▶ **Available data**:
= Beginning of Section =

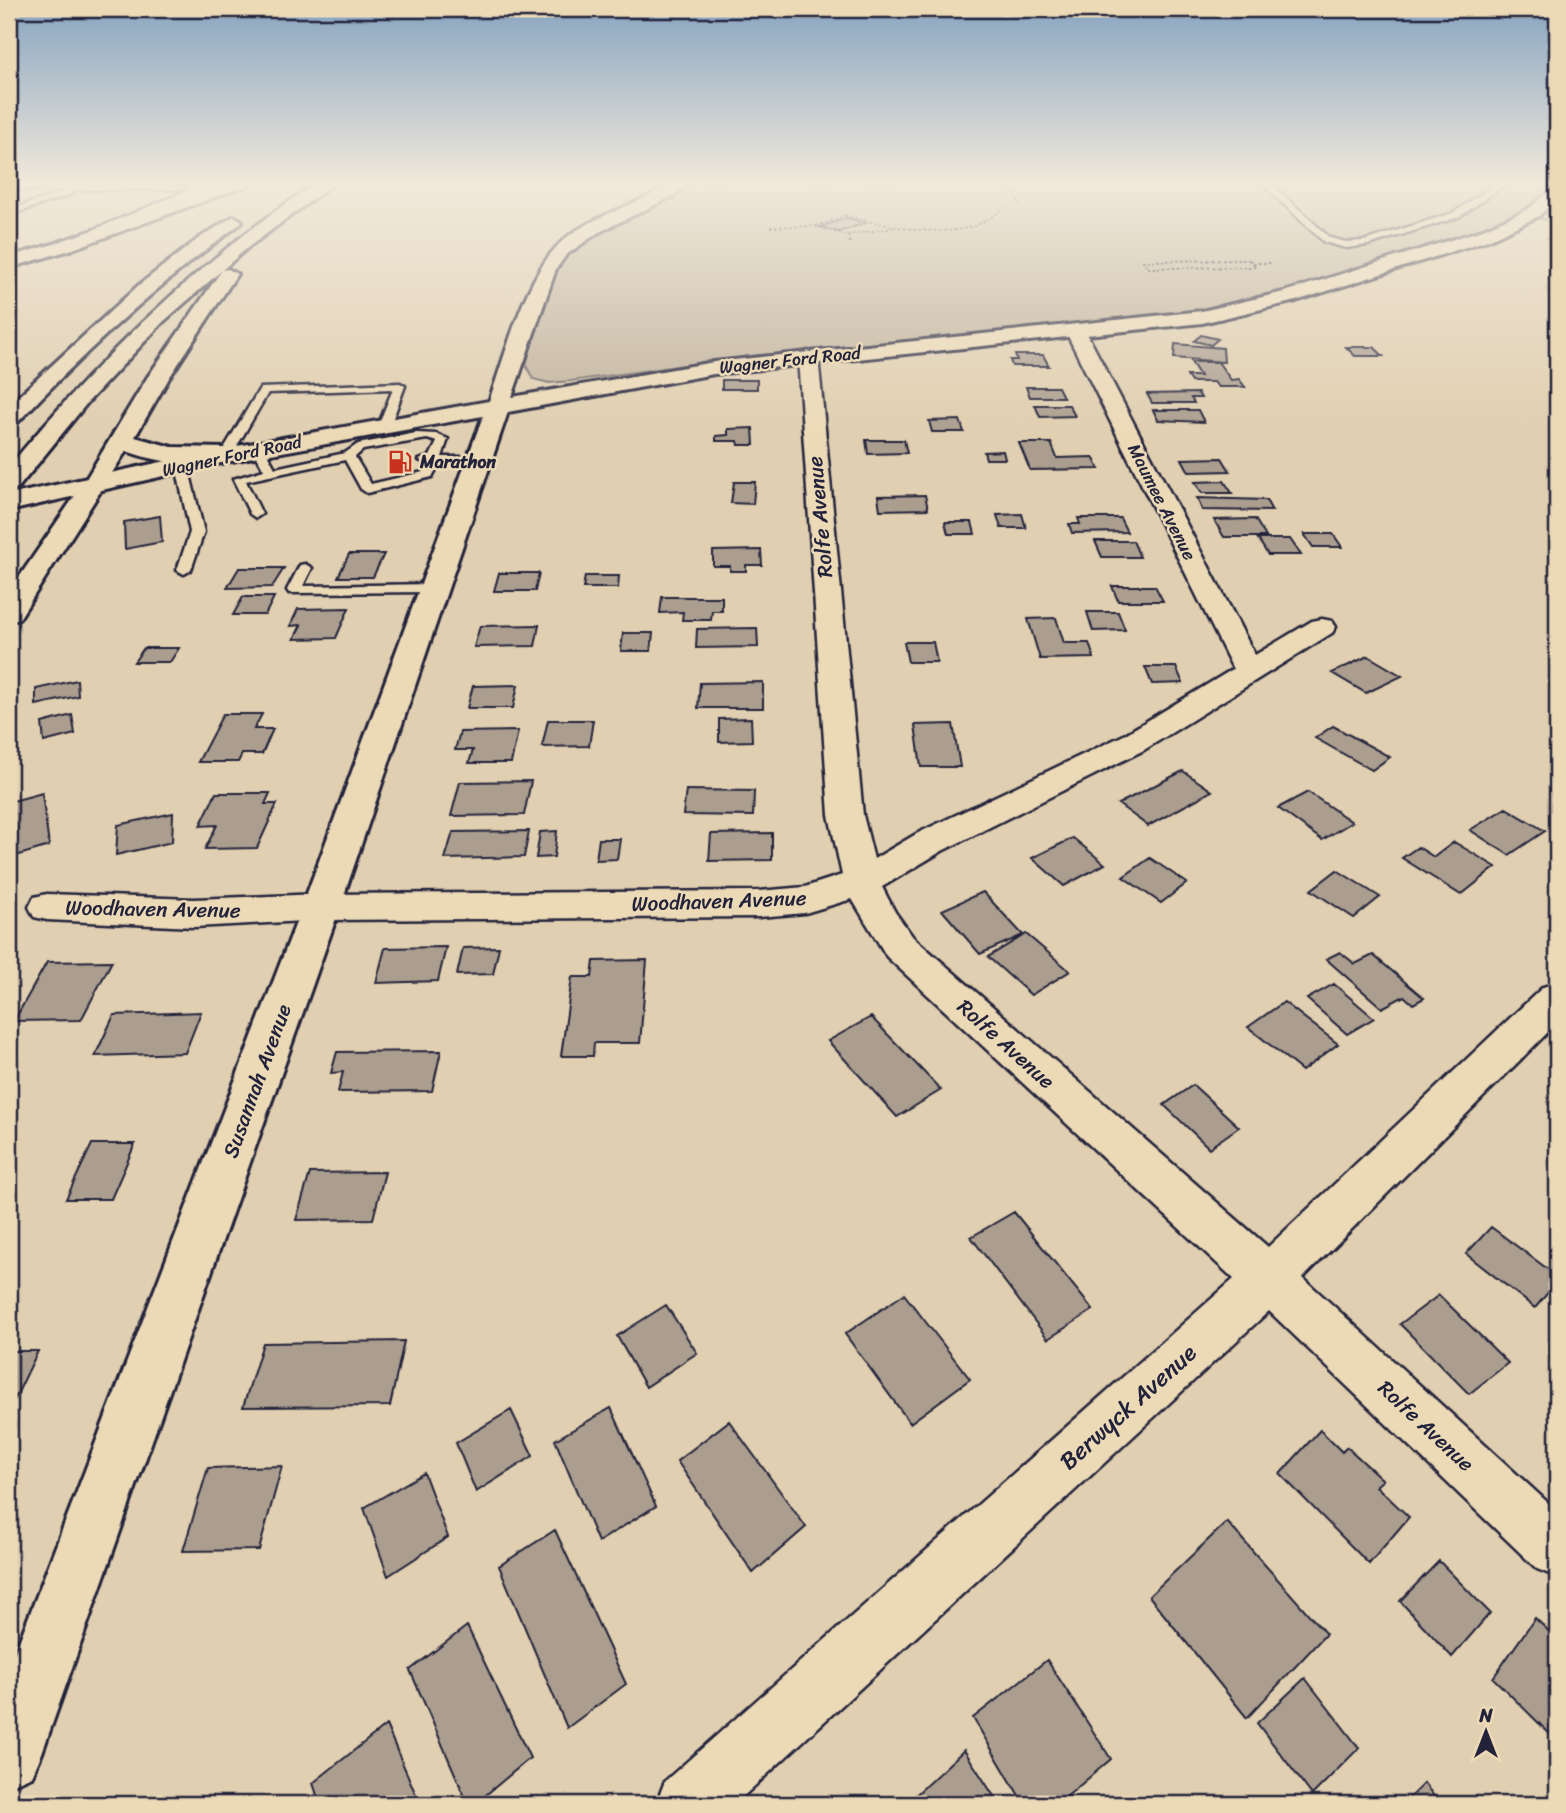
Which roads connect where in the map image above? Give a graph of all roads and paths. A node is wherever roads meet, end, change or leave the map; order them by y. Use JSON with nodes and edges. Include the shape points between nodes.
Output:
{"nodes":[{"id":1,"x":173,"y":266,"type":"edge"},
{"id":2,"x":217,"y":266,"type":"edge"},
{"id":3,"x":230,"y":266,"type":"edge"},
{"id":4,"x":550,"y":266,"type":"edge"},
{"id":5,"x":1146,"y":266,"type":"edge"},
{"id":6,"x":1255,"y":266,"type":"edge"},
{"id":7,"x":1388,"y":266,"type":"edge"},
{"id":8,"x":1203,"y":267,"type":"joint"},
{"id":9,"x":1076,"y":332,"type":"junction"},
{"id":10,"x":808,"y":358,"type":"junction"},
{"id":11,"x":497,"y":405,"type":"junction"},
{"id":12,"x":9,"y":418,"type":"edge"},
{"id":13,"x":384,"y":426,"type":"junction"},
{"id":14,"x":122,"y":440,"type":"junction"},
{"id":15,"x":357,"y":440,"type":"junction"},
{"id":16,"x":259,"y":449,"type":"junction"},
{"id":17,"x":226,"y":455,"type":"junction"},
{"id":18,"x":349,"y":456,"type":"junction"},
{"id":19,"x":374,"y":460,"type":"dead end"},
{"id":20,"x":427,"y":461,"type":"junction"},
{"id":21,"x":478,"y":461,"type":"junction"},
{"id":22,"x":182,"y":466,"type":"junction"},
{"id":23,"x":271,"y":472,"type":"junction"},
{"id":24,"x":9,"y":483,"type":"edge"},
{"id":25,"x":95,"y":484,"type":"junction"},
{"id":26,"x":9,"y":503,"type":"edge"},
{"id":27,"x":256,"y":514,"type":"dead end"},
{"id":28,"x":305,"y":568,"type":"dead end"},
{"id":29,"x":184,"y":570,"type":"dead end"},
{"id":30,"x":436,"y":588,"type":"junction"},
{"id":31,"x":9,"y":613,"type":"edge"},
{"id":32,"x":1321,"y":627,"type":"dead end"},
{"id":33,"x":1249,"y":672,"type":"junction"},
{"id":34,"x":862,"y":882,"type":"junction"},
{"id":35,"x":47,"y":907,"type":"dead end"},
{"id":36,"x":320,"y":907,"type":"junction"},
{"id":37,"x":1557,"y":998,"type":"edge"},
{"id":38,"x":1269,"y":1279,"type":"junction"},
{"id":39,"x":1557,"y":1549,"type":"edge"},
{"id":40,"x":9,"y":1754,"type":"edge"},
{"id":41,"x":688,"y":1804,"type":"edge"}],
"edges":[{"from":1,"to":12,"type":"main road","via":[[60,365]]},
{"from":2,"to":24,"type":"main road","via":[[144,331]]},
{"from":3,"to":14,"type":"main road","via":[[228,276]]},
{"from":4,"to":11,"type":"main road","name":"Susannah Avenue"},
{"from":5,"to":8,"type":"path"},
{"from":6,"to":8,"type":"path"},
{"from":7,"to":9,"type":"main road","name":"Wagner Ford Road","via":[[1289,297],[1181,320]]},
{"from":9,"to":10,"type":"main road","name":"Wagner Ford Road"},
{"from":9,"to":33,"type":"street","name":"Maumee Avenue"},
{"from":10,"to":11,"type":"main road","name":"Wagner Ford Road","via":[[714,368]]},
{"from":10,"to":34,"type":"street","name":"Rolfe Avenue","via":[[846,815]]},
{"from":11,"to":13,"type":"main road","name":"Wagner Ford Road"},
{"from":11,"to":21,"type":"main road","name":"Susannah Avenue"},
{"from":13,"to":15,"type":"main road","name":"Wagner Ford Road"},
{"from":13,"to":17,"type":"lane","via":[[400,386],[264,390]]},
{"from":14,"to":17,"type":"main road","via":[[141,451]]},
{"from":14,"to":25,"type":"main road"},
{"from":15,"to":16,"type":"main road","name":"Wagner Ford Road"},
{"from":15,"to":18,"type":"lane"},
{"from":15,"to":20,"type":"lane","via":[[439,437],[444,441]]},
{"from":16,"to":17,"type":"main road","name":"Wagner Ford Road"},
{"from":16,"to":23,"type":"lane"},
{"from":17,"to":22,"type":"main road","name":"Wagner Ford Road"},
{"from":18,"to":19,"type":"lane"},
{"from":18,"to":20,"type":"lane","via":[[367,489],[428,474]]},
{"from":18,"to":23,"type":"lane"},
{"from":20,"to":21,"type":"lane"},
{"from":21,"to":30,"type":"main road","name":"Susannah Avenue"},
{"from":22,"to":25,"type":"main road","name":"Wagner Ford Road"},
{"from":22,"to":29,"type":"lane","via":[[197,532]]},
{"from":23,"to":27,"type":"lane","via":[[239,479]]},
{"from":25,"to":26,"type":"main road","name":"Wagner Ford Road"},
{"from":25,"to":31,"type":"main road"},
{"from":28,"to":30,"type":"lane","via":[[294,590]]},
{"from":30,"to":36,"type":"main road","name":"Susannah Avenue"},
{"from":32,"to":33,"type":"street","name":"Woodhaven Avenue"},
{"from":33,"to":34,"type":"street","name":"Woodhaven Avenue","via":[[1133,743],[930,842]]},
{"from":34,"to":36,"type":"street","name":"Woodhaven Avenue","via":[[805,900],[759,904]]},
{"from":34,"to":38,"type":"street","name":"Rolfe Avenue","via":[[900,947]]},
{"from":35,"to":36,"type":"street","name":"Woodhaven Avenue","via":[[194,913]]},
{"from":36,"to":40,"type":"main road","name":"Susannah Avenue"},
{"from":37,"to":38,"type":"street","name":"Berwyck Avenue"},
{"from":38,"to":39,"type":"street","name":"Rolfe Avenue"},
{"from":38,"to":41,"type":"street","name":"Berwyck Avenue"}]}
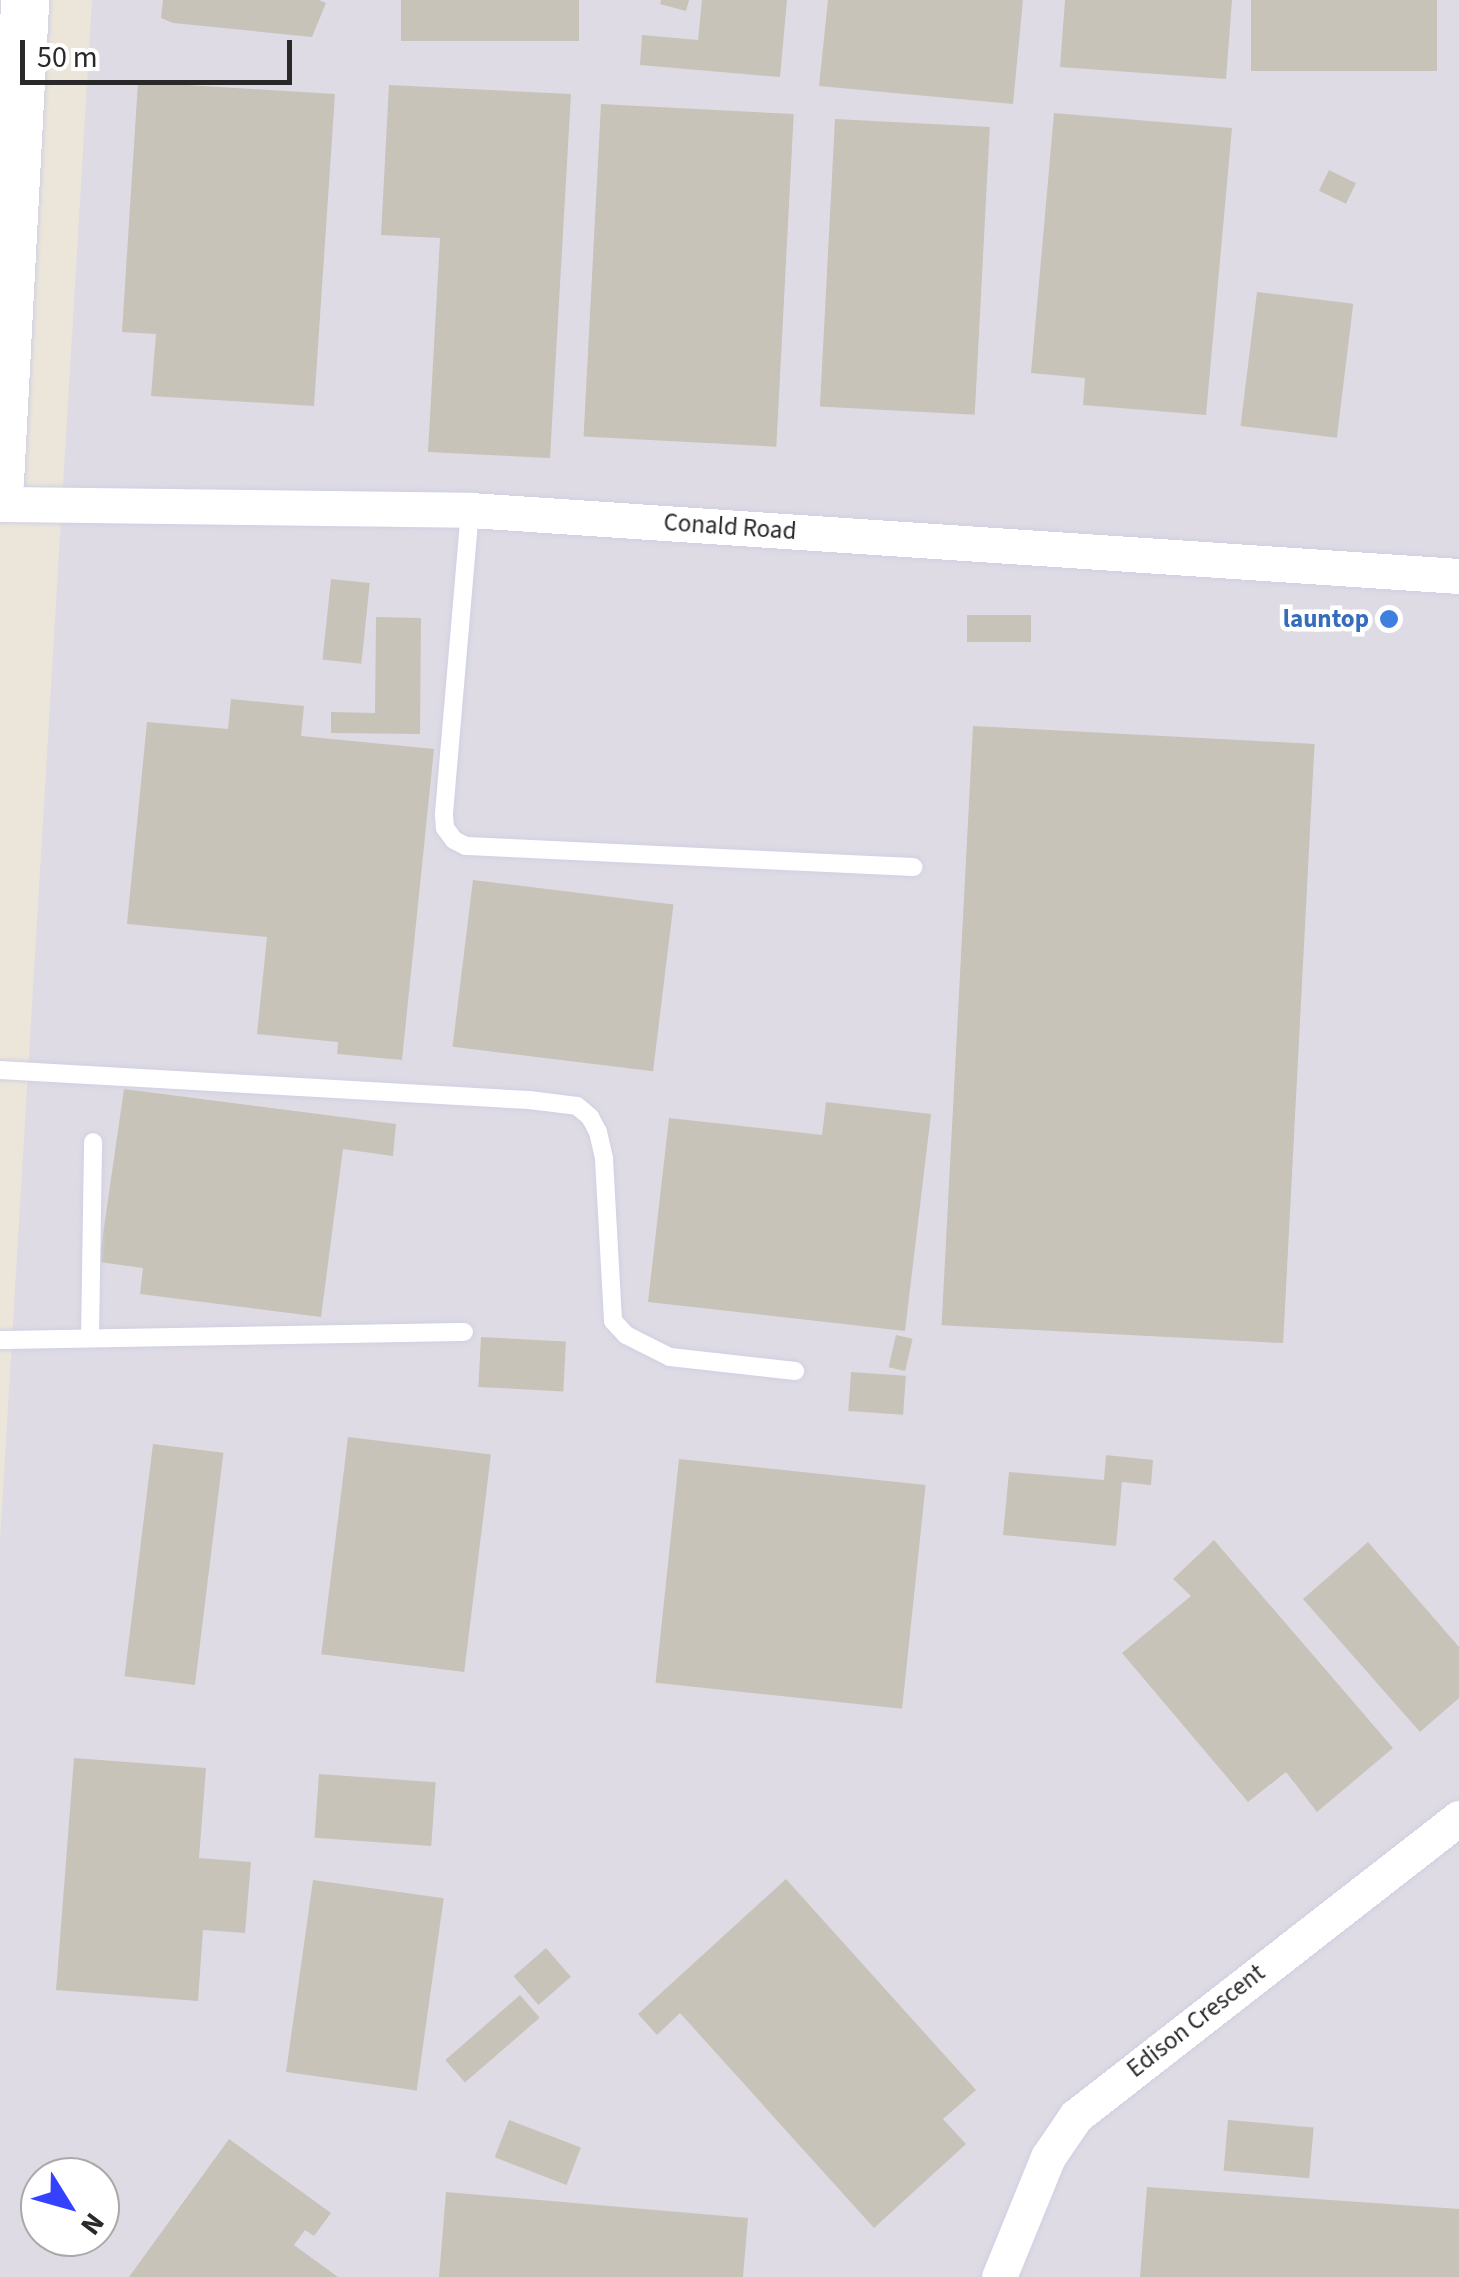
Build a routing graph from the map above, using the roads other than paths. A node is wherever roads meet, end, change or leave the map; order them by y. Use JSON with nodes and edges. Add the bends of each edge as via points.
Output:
{"nodes":[{"id":1,"x":25,"y":0,"type":"edge"},
{"id":2,"x":0,"y":482,"type":"edge"},
{"id":3,"x":0,"y":504,"type":"edge"},
{"id":4,"x":470,"y":510,"type":"junction"},
{"id":5,"x":1459,"y":576,"type":"edge"},
{"id":6,"x":914,"y":867,"type":"dead end"},
{"id":7,"x":0,"y":1070,"type":"edge"},
{"id":8,"x":93,"y":1142,"type":"dead end"},
{"id":9,"x":464,"y":1332,"type":"dead end"},
{"id":10,"x":90,"y":1338,"type":"junction"},
{"id":11,"x":0,"y":1340,"type":"edge"},
{"id":12,"x":795,"y":1371,"type":"dead end"},
{"id":13,"x":1459,"y":1818,"type":"edge"},
{"id":14,"x":999,"y":2277,"type":"edge"}],
"edges":[{"from":1,"to":2,"type":"main road"},
{"from":3,"to":4,"type":"street","name":"Conald Road"},
{"from":4,"to":5,"type":"street","name":"Conald Road"},
{"from":4,"to":6,"type":"lane","via":[[444,815],[454,840],[466,846]]},
{"from":7,"to":12,"type":"lane","via":[[576,1106],[590,1116],[604,1158],[613,1321],[626,1336],[670,1357]]},
{"from":8,"to":10,"type":"lane"},
{"from":9,"to":10,"type":"lane"},
{"from":10,"to":11,"type":"lane"},
{"from":13,"to":14,"type":"street","name":"Edison Crescent","via":[[1076,2116],[1048,2157]]}]}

= End of Section =

Return, exactly and without additions, the lines that run from the one containing "Build a routing" to the end of the material above.

▶ **Answer section**:
Build a routing graph from the map above, using the roads other than paths. A node is wherever roads meet, end, change or leave the map; order them by y. Use JSON with nodes and edges. Add the bends of each edge as via points.
Output:
{"nodes":[{"id":1,"x":25,"y":0,"type":"edge"},
{"id":2,"x":0,"y":482,"type":"edge"},
{"id":3,"x":0,"y":504,"type":"edge"},
{"id":4,"x":470,"y":510,"type":"junction"},
{"id":5,"x":1459,"y":576,"type":"edge"},
{"id":6,"x":914,"y":867,"type":"dead end"},
{"id":7,"x":0,"y":1070,"type":"edge"},
{"id":8,"x":93,"y":1142,"type":"dead end"},
{"id":9,"x":464,"y":1332,"type":"dead end"},
{"id":10,"x":90,"y":1338,"type":"junction"},
{"id":11,"x":0,"y":1340,"type":"edge"},
{"id":12,"x":795,"y":1371,"type":"dead end"},
{"id":13,"x":1459,"y":1818,"type":"edge"},
{"id":14,"x":999,"y":2277,"type":"edge"}],
"edges":[{"from":1,"to":2,"type":"main road"},
{"from":3,"to":4,"type":"street","name":"Conald Road"},
{"from":4,"to":5,"type":"street","name":"Conald Road"},
{"from":4,"to":6,"type":"lane","via":[[444,815],[454,840],[466,846]]},
{"from":7,"to":12,"type":"lane","via":[[576,1106],[590,1116],[604,1158],[613,1321],[626,1336],[670,1357]]},
{"from":8,"to":10,"type":"lane"},
{"from":9,"to":10,"type":"lane"},
{"from":10,"to":11,"type":"lane"},
{"from":13,"to":14,"type":"street","name":"Edison Crescent","via":[[1076,2116],[1048,2157]]}]}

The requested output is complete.